Western Australia Heritage Register
- Type: State Registered Place
- Designated: 16 April 2026
- Reference no.: 4794

Location
- Interactive map of Mount Henry Bridge

= Mount Henry Bridge =

Bridge in Perth, Western Australia

The Mount Henry Bridge is a pair of parallel bridges which carry the Kwinana Freeway and Mandurah line across the Canning River in Perth, Western Australia. At 660 m long, the Mount Henry Bridge is the longest bridge in Western Australia. The first bridge opened in 1982 and carries the southbound freeway carriageway and both tracks for the Mandurah line. The second bridge opened in 2006 and carries the northbound freeway carriageway.

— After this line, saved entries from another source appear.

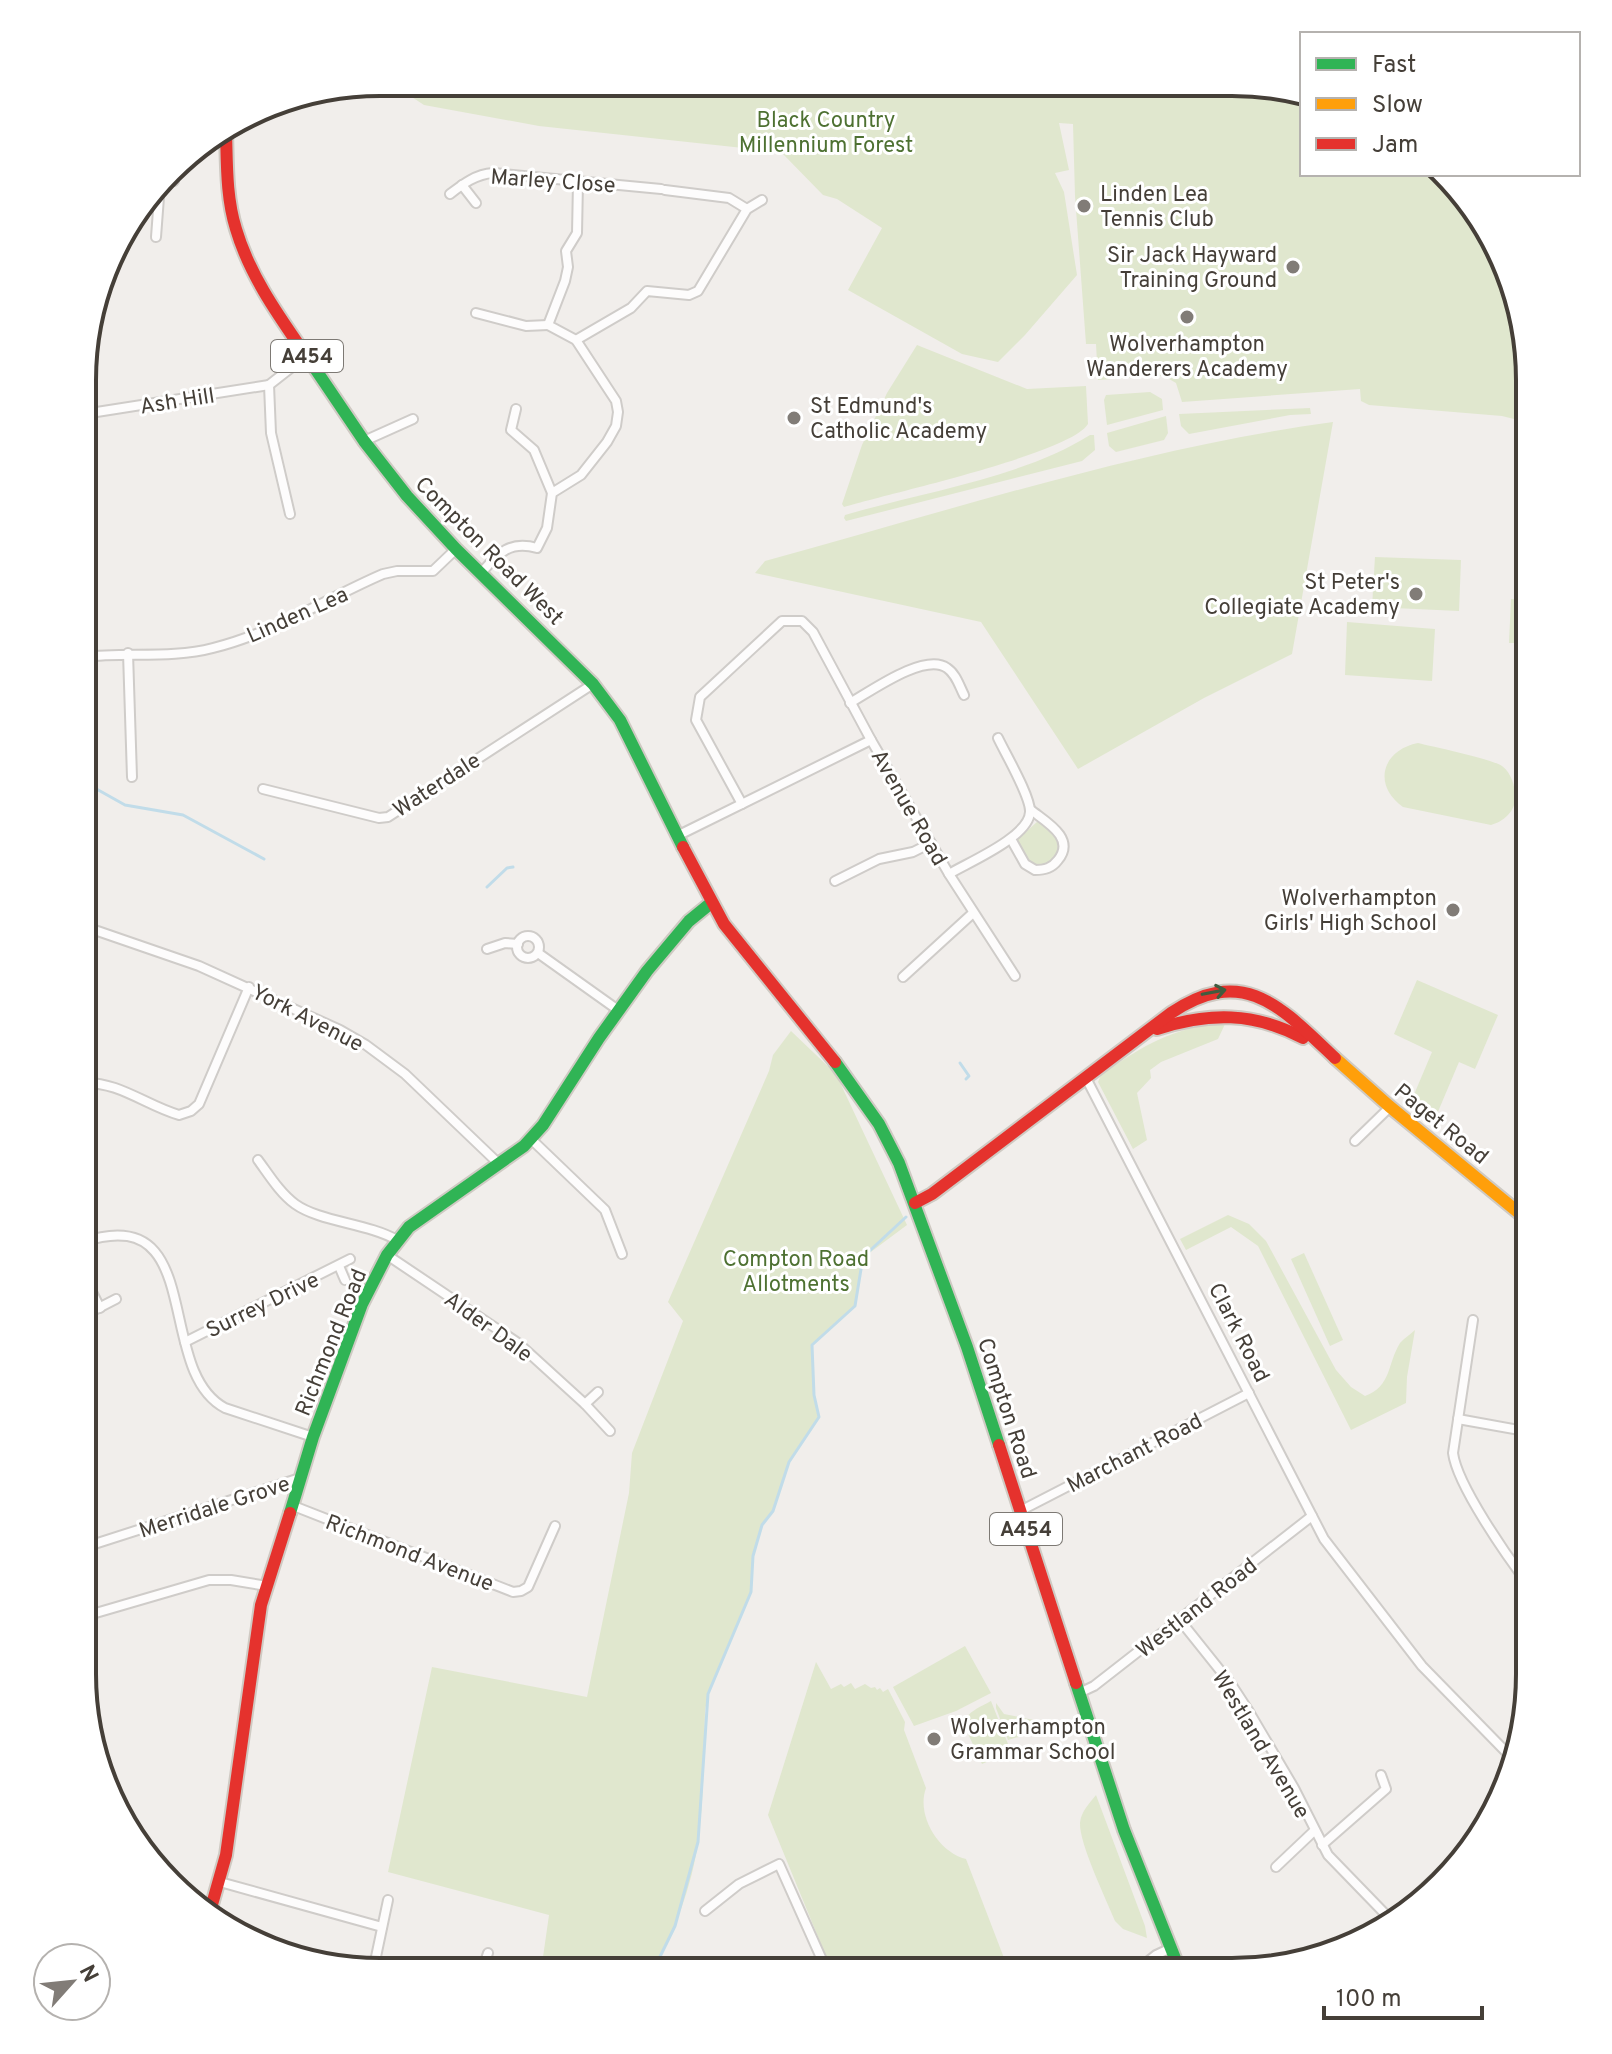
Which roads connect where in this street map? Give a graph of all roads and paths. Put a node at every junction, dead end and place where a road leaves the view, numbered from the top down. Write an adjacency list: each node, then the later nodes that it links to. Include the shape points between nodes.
1 (226, 141): 13 (main road, Compton Road West / A454, via 228,189 242,250)
2 (578, 183): 3 (street, Marley Close, via 484,173); 8 (street, Marley Close, via 729,198); 11 (street, via 577,233 566,251 565,281)
3 (462, 185): 4 (street, Marley Close); 7 (street)
4 (450, 194)
5 (762, 200): 8 (street)
6 (159, 202): 9 (street)
7 (476, 203)
8 (747, 209): 12 (street, via 698,291 647,291 631,308)
9 (156, 237)
10 (476, 313): 11 (street, via 526,326)
11 (548, 325): 12 (street)
12 (576, 340): 19 (street, via 616,401 616,426 581,475)
13 (306, 356): 14 (street, Ash Hill); 18 (main road, Compton Road West / A454)
14 (269, 385): 16 (street, Ash Hill); 20 (street, via 271,433)
15 (516, 409): 19 (street, via 511,430 534,450)
16 (96, 412)
17 (413, 419): 18 (street)
18 (364, 441): 21 (main road, Compton Road West / A454)
19 (552, 493): 22 (street, via 550,516 537,548 506,548)
20 (290, 514)
21 (456, 549): 22 (main road, Compton Road West / A454); 23 (street, Linden Lea, via 433,571 383,574 232,643 194,652)
22 (481, 573): 25 (main road, Compton Road West / A454)
23 (128, 653): 24 (street, Linden Lea); 30 (street)
24 (96, 656)
25 (593, 684): 31 (street, Waterdale, via 388,817); 34 (main road, Compton Road West / A454, via 620,720)
26 (964, 695): 27 (street, via 948,668 931,663)
27 (850, 703): 29 (street); 32 (street, via 813,632 802,621 776,625 700,697 696,720)
28 (998, 738): 33 (street)
29 (871, 740): 32 (street, Avenue Road); 36 (street, Avenue Road)
30 (132, 777)
31 (263, 789)
32 (742, 804): 34 (street, Avenue Road)
33 (1031, 810): 35 (street, via 1027,823); 35 (street, via 1060,834 1061,857 1052,867 1035,870 1025,864)
34 (677, 836): 39 (main road, Compton Road West / A454)
35 (1011, 839): 37 (street)
36 (931, 843): 37 (street, Avenue Road); 38 (street, via 879,859)
37 (949, 874): 40 (street, Avenue Road)
38 (835, 881)
39 (711, 903): 48 (main road, Richmond Road, via 689,921); 58 (main road, Compton Road / A454, via 870,1108)
40 (973, 913): 45 (street, Avenue Road); 46 (street)
41 (96, 930): 47 (street, York Avenue)
42 (518, 944): 43 (street); 44 (street, via 523,957); 44 (street, via 532,936)
43 (487, 949)
44 (538, 953): 48 (street)
45 (1015, 976)
46 (903, 977)
47 (249, 987): 52 (street, via 199,1104 191,1111 179,1115); 57 (street, York Avenue, via 366,1045 428,1094)
48 (618, 1010): 54 (main road, Richmond Road)
49 (1149, 1032): 50 (main road, Paget Road, via 1204,1016 1250,1016 1282,1026); 50 (main road, Paget Road, one-way to 50, via 1200,995 1242,991 1272,1005); 51 (main road, Paget Road)
50 (1330, 1055): 53 (main road, Paget Road)
51 (1086, 1078): 58 (main road); 74 (street, Clark Road)
52 (96, 1082)
53 (1390, 1107): 55 (street); 59 (main road, Paget Road)
54 (531, 1139): 57 (main road, Richmond Road); 62 (street, via 605,1210)
55 (1355, 1141)
56 (258, 1160): 61 (street, via 302,1208)
57 (498, 1163): 61 (main road, Richmond Road)
58 (915, 1203): 82 (main road, Compton Road / A454)
59 (1515, 1210)
60 (96, 1237): 72 (street, via 123,1234 153,1249 166,1269)
61 (397, 1240): 63 (main road, Richmond Road)
62 (622, 1254)
63 (387, 1255): 75 (street, Alder Dale, via 518,1343); 79 (main road, Richmond Road, via 362,1304)
64 (350, 1259): 65 (street, Surrey Drive)
65 (339, 1266): 66 (street, Surrey Drive); 72 (street, Surrey Drive)
66 (345, 1280)
67 (116, 1299): 69 (street)
68 (96, 1300): 69 (street)
69 (100, 1308): 70 (street)
70 (96, 1310)
71 (1473, 1320): 76 (street)
72 (185, 1342): 79 (street, via 197,1379 214,1402)
73 (598, 1392): 75 (street)
74 (1249, 1393): 82 (street, Marchant Road); 83 (street, Clark Road)
75 (585, 1404): 78 (street, Alder Dale)
76 (1458, 1419): 77 (street); 88 (street, via 1453,1453 1458,1475)
77 (1515, 1429)
78 (610, 1431)
79 (313, 1437): 80 (main road, Richmond Road)
80 (300, 1478): 81 (main road, Richmond Road); 87 (street, Merridale Grove)
81 (291, 1505): 86 (street, Richmond Avenue, via 513,1592 528,1587); 89 (main road, Richmond Road)
82 (1020, 1511): 92 (main road, Compton Road / A454)
83 (1312, 1516): 91 (street, Westland Road); 93 (street, Clark Road, via 1343,1566 1422,1666)
84 (555, 1526): 86 (street, Richmond Avenue)
85 (538, 1537): 86 (street)
86 (547, 1541)
87 (96, 1544)
88 (1515, 1563)
89 (267, 1586): 90 (street, via 209,1580); 98 (main road, Richmond Road, via 257,1623)
90 (96, 1613)
91 (1179, 1619): 92 (street, Westland Road); 95 (street, Westland Avenue, via 1248,1710)
92 (1078, 1693): 104 (main road, Compton Road / A454)
93 (1505, 1751)
94 (1381, 1775): 96 (street, via 1386,1789)
95 (1314, 1831): 96 (street, Westland Avenue); 97 (street, Westland Avenue)
96 (1322, 1845): 102 (street, Westland Avenue)
97 (1276, 1867)
98 (220, 1882): 100 (main road, Richmond Road); 103 (street)
99 (388, 1900): 103 (street)
100 (213, 1903)
101 (705, 1911): 106 (street, via 739,1884 779,1864)
102 (1384, 1913)
103 (382, 1927): 109 (street)
104 (1171, 1948): 107 (street); 108 (main road, Compton Road / A454)
105 (488, 1953): 110 (street)
106 (821, 1957)
107 (1157, 1957)
108 (1175, 1957)
109 (376, 1958)
110 (486, 1958)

The first Mount Henry Bridge was built as part of an extension of the Kwinana Freeway from Canning Highway to South Street. Construction started in June 1979 and it opened to traffic on 9 May 1982. It was built by Clough and Sons for A$13.5 million.

The second Mount Henry Bridge was built as part of the construction of the Mandurah line. It was originally planned for extra lanes to be added to both sides of the bridge and for the railway to go in the middle of the bridge, but this was changed so that a new bridge would be built on the western side of the existing bridge, and that the Mandurah line would go on the original bridge, reducing costs. Construction began in May 2004 and the new bridge opened to traffic on 22–23 January 2006. The Mandurah line opened on 23 December 2007. The new bridge was constructed by Leighton Contractors for $23 million. In 2026, the Mount Henry Bridge was added to the State Register of Heritage Places.

==History==
The 1955 Plan for the Metropolitan Region, Perth and Fremantle said that the future Kwinana Freeway would cross the Canning River near the Mount Henry Peninsula, but when the Metropolitan Region Scheme was adopted in 1963, it reserved land for the freeway to cross the Canning River slightly downstream, at Deep Water Point. In 1967, the proposed bridge location was changed back to the Mount Henry Peninsula, after objections by the City of Melville. This was despite concerns about the freeway spoiling the untouched shoreline of the peninsula. The Parliament of Western Australia approved this in 1975, and so the Metropolitan Region Scheme was amended to include the Mount Henry Peninsula route.

===First bridge===

The first Mount Henry Bridge was built as part of a 6.5 km extension of the Kwinana Freeway from Canning Highway to South Street. It was designed by engineers from the Main Roads Department. Thirteen preliminary designs were created, of which nine were developed further. The eventual design, a nine-span prestressed concrete bridge, was chosen due to its limited visual impact on the landscape and because it best allowed for boats and water skiers to use the river. The contract to build the bridge was awarded to Clough and Sons. Construction began in June 1979. The bridge was constructed using a temporary cable-stayed truss and formwork which was moved along the bridge as it was built, making it unnecessary to use temporary piles in the river. The 242 concrete deck segments and sixteen diaphragm segments were fabricated onsite. The bridge and freeway extension were opened on 9 May 1982 by the premier of Western Australia, Ray O'Connor. The bridge cost A$13.5 million to build.

===Second bridge===

The second bridge was built as part of Package E of the construction of the Mandurah line. This package was managed by Main Roads Western Australia and consisted of modifications to the Kwinana Freeway to make way for the Mandurah line. The original bridge was strengthened to withstand the weight of trains. The contract for Package E was signed with Leighton Contractors in January 2004.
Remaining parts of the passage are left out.